Правоту этого мнения иллюстрирует такой факт. На освобожденные советские территории в 1944 году командировали из Москвы группы сотрудников Управления пропаганды и агитации ЦК ВКП (б). Они побывали в 37 областях и республиках, провели более 600 докладов и лекций. Местное население задавало вопросы, которые фиксировались и были позднее приведены в отчетах на имя секретаря ЦК ВКП (б) А. А. Жданова. Одним из многочисленных вопросов о внутреннем и международном положении, событиях на фронте, задававшихся на встречах лекторам, был такой: «Правда ли, что у нас засилье евреев?»[137]. 12 мая 1944 года группа в составе пяти сотрудников Управления прибыла и в Крым, где работала полтора месяца с заведующими отделами пропаганды из всех горкомов и райкомов ВКП (б) Крыма. «Некоторые местные партийные работники неправильно полагают, что оккупация не оставила следов в сознании и психологии людей», — говорилось в отчете, отправленном Жданову 19 июля 1944 года.

Среди этих следов оккупации в сознании людей нужно отметить вновь возникшие убеждения в «еврейском засилье» в органах власти, в том, что евреи не умеют и не хотят работать, а также т. н. «бытовой антисемитизм», то есть различные проявления вражды по отношению к евреям в повседневном быту, разного рода насмешки, оскорбления, издевательства и так далее.
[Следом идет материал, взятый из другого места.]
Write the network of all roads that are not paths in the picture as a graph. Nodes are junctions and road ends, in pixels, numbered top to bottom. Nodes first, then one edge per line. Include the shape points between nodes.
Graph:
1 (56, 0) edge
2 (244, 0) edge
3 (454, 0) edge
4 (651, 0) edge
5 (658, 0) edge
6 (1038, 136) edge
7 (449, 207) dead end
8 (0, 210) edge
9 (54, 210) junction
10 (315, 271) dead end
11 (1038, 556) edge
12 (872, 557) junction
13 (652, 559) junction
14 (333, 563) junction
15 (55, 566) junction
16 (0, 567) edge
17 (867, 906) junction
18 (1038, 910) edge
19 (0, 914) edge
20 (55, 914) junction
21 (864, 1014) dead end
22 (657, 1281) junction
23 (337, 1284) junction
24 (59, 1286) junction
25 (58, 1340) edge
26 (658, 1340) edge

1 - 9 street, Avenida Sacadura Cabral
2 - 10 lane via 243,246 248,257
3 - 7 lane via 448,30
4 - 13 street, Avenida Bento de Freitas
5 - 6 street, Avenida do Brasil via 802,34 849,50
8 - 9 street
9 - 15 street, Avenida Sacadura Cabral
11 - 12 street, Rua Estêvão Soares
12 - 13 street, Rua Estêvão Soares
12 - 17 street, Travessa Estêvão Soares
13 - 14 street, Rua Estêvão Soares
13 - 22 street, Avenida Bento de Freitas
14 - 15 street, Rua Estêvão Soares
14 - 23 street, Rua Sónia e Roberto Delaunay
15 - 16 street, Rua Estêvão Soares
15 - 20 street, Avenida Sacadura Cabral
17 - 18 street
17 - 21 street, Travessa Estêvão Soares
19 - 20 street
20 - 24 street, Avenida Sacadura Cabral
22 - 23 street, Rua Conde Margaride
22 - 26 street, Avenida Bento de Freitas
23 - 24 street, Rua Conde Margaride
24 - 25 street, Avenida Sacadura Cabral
Кроме этого, появилось достаточно много людей, хорошо знакомых с антисемитизмом и впитавших его с теоретической стороны. Современный антисемитизм в России совершенно определенно берет свое начало именно с немецкой пропаганды времен войны, и если сравнить немецкие пропагандистские материалы и сочинения нынешних антисемитов, то будут видны очевидные сходства и заимствования, в первую очередь в ключевых тезисах.

Не будем также забывать, что на оккупированной территории проживало около 80 млн человек, или 42 % довоенного населения СССР. Большая часть этого населения, порядка 60–65 млн человек, подвергалась длительному воздействию немецкой антисемитской пропаганды. К этому стоит также добавить военнопленных, угнанных на работу в Германию, всевозможных добровольных помощников, которые также в определенной степени подвергались пропагандистской обработке. Практически никогда не отражается тот факт, что немецкая пропаганда воздействовала практически на треть населения Советского Союза и это воздействие превращалось в огромную идеологическую проблему.
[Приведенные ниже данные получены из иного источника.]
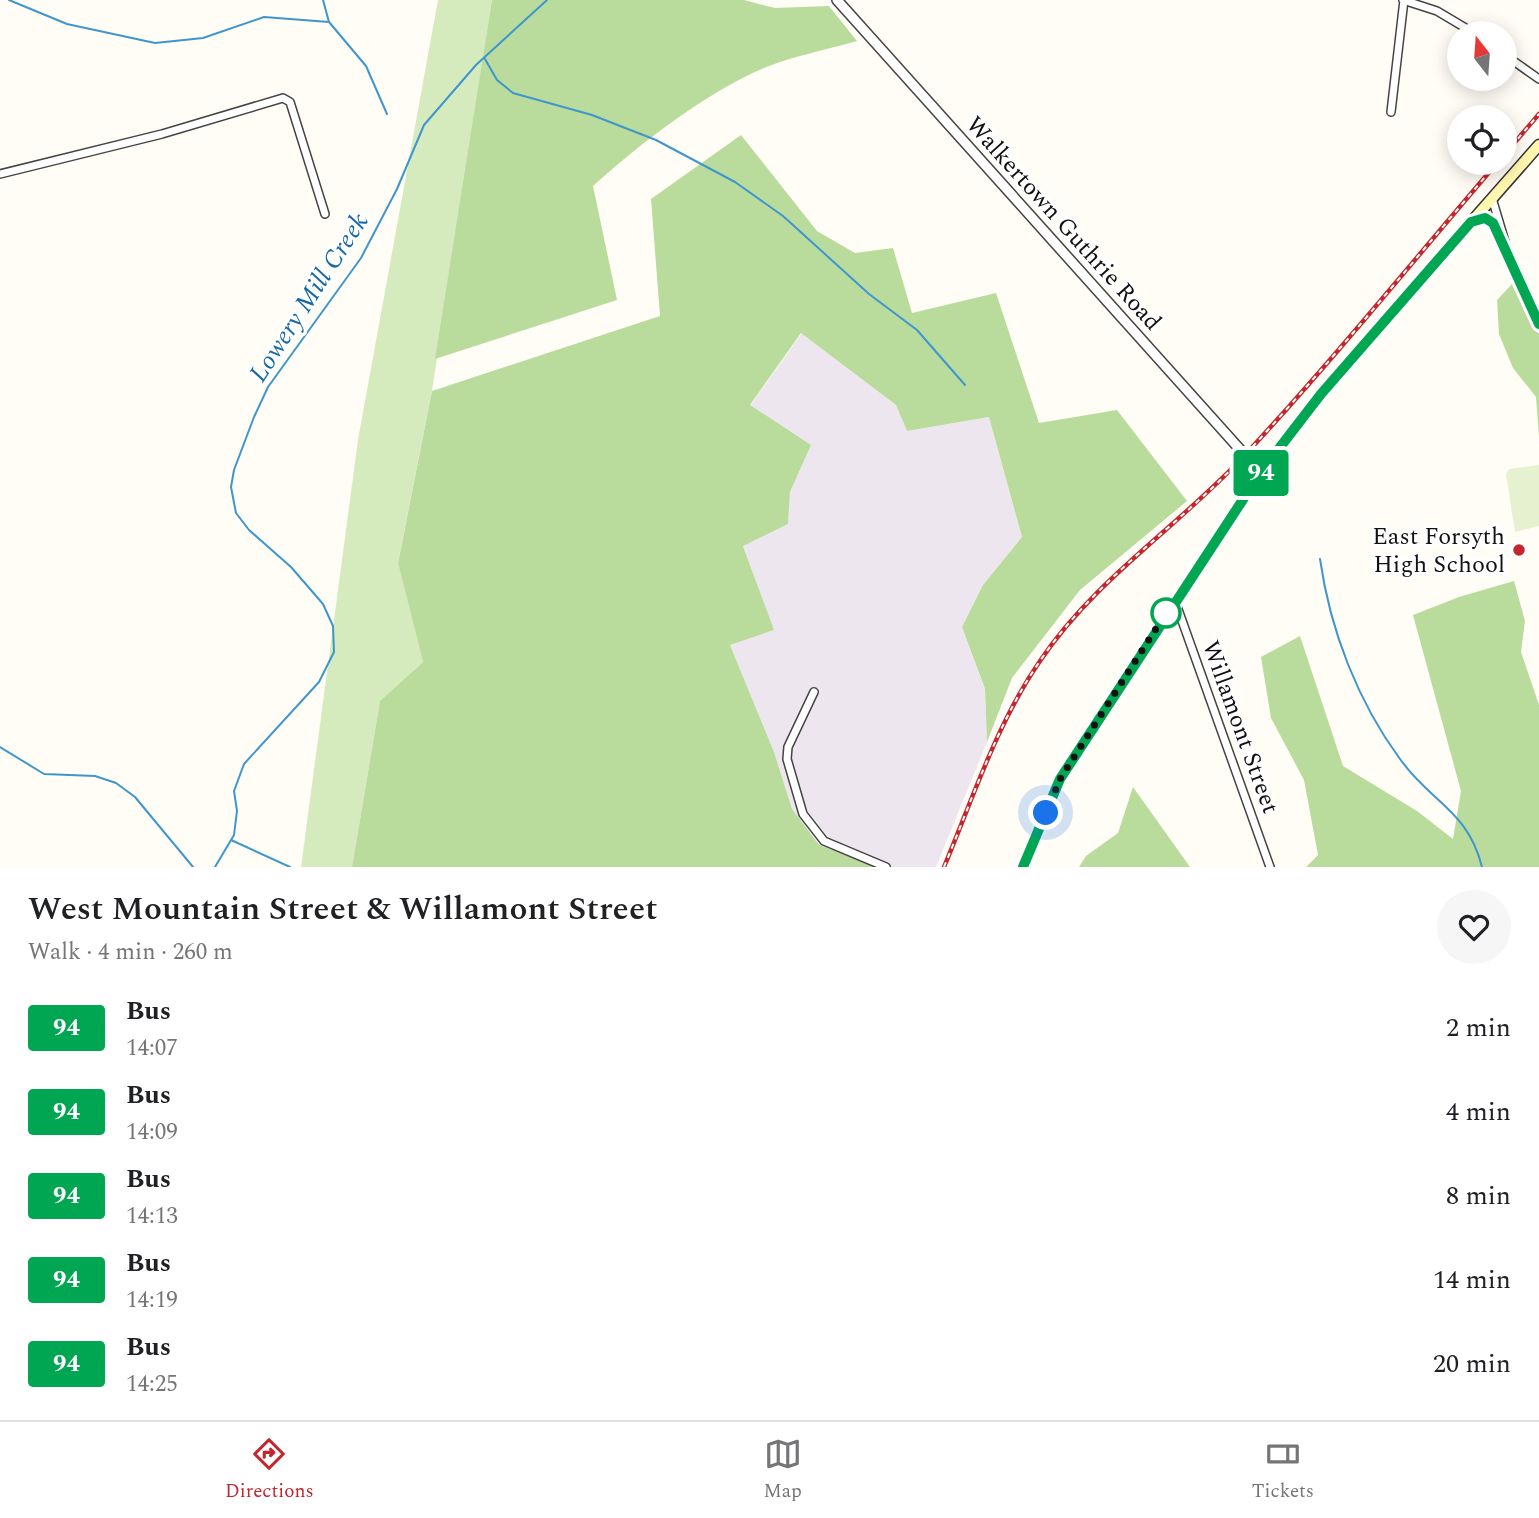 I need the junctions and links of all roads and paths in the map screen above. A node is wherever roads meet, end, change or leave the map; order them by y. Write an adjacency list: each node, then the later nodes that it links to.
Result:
1 (837, 0): 14 (street, Walkertown Guthrie Road)
2 (1404, 0): 3 (street); 6 (street)
3 (1454, 21)
4 (1517, 63): 5 (street)
5 (1539, 79)
6 (1391, 112)
7 (1539, 146): 9 (main road)
8 (0, 174): 10 (street)
9 (1492, 198): 11 (main road); 12 (street)
10 (326, 214)
11 (1471, 222): 12 (street); 15 (main road)
12 (1502, 238): 13 (street)
13 (1539, 324)
14 (1245, 455): 15 (street, Walkertown Guthrie Road)
15 (1261, 472): 16 (main road)
16 (1175, 600): 19 (main road); 20 (street, Willamont Street)
17 (814, 692): 18 (street)
18 (886, 867)
19 (1023, 867)
20 (1270, 867)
После войны эти обработанные гитлеровцами в антисемитском духе люди разъехались по всей стране. Впоследствии из лагерей вышли многочисленные коллаборационисты и власовцы, которые в основной своей массе разделяли антисемитскую педологию гитлеровцев. Наконец, весьма многие активные пособники оккупантов после войны сумели скрыться, обзавестись подложными документами, и даже проникнуть в органы власти и в партию. Все это объективно создавало условия для ползучего распространения антисемитских настроений в послевоенном советском обществе. Многие исследователи отмечают послевоенные проявления антисемитизма в тех районах, куда в достаточно большом числе попадали жители бывших оккупированных территорий. Таких примеров было много, в частности на Урале. Очень многие проявления антисемитизма в СССР после войны, особенно на бытовом уровне и в низовых органах власти, были как раз следствием немецкой пропаганды, а вовсе не какого-то «государственного антисемитизма». Если об этом важнейшем обстоятельстве забыть, то получится крайне искаженная история.

Лживое обвинение в бездействии

Кстати, об искажениях, которыми полна история советского еврейства. Не так давно стараниями Марка Солонина к ним добавилось обвинение Советской власти в том, что она ничего не сделала для спасения евреев во время войны. «Если спасти хотя бы часть еврейского населения было трудно, а вывезти всех — практически невозможно, то оповестить людей о грозящей им смертельной опасности было достаточно просто. Проще и дешевле, чем уничтожить всех больных лошадей. Черная «тарелка» громкоговорителя висела на каждой деревенской улице, не говоря уже про города. Газеты и листовки издавались многомиллионными тиражами. Что-что, но наставлять население «на путь истинный» советская власть умела, и необходимая для этого инфраструктура была создана еще задолго до войны. Но ничего сделано не было. Абсолютно ничего»[138]. К этому им добавляется также обвинение Центрального штаба партизанского движения в том, что он не отдавал партизанам приказов, в которых содержались указания о спасении евреев.

Однако в действительности оказать какую-либо существенную помощь еврейскому населению, оказавшемуся на оккупированной территории, было крайне затруднительно, и не только по причине быстрого отступления Красной Армии в 1941 году. Были и другие, не менее веские объективные причины.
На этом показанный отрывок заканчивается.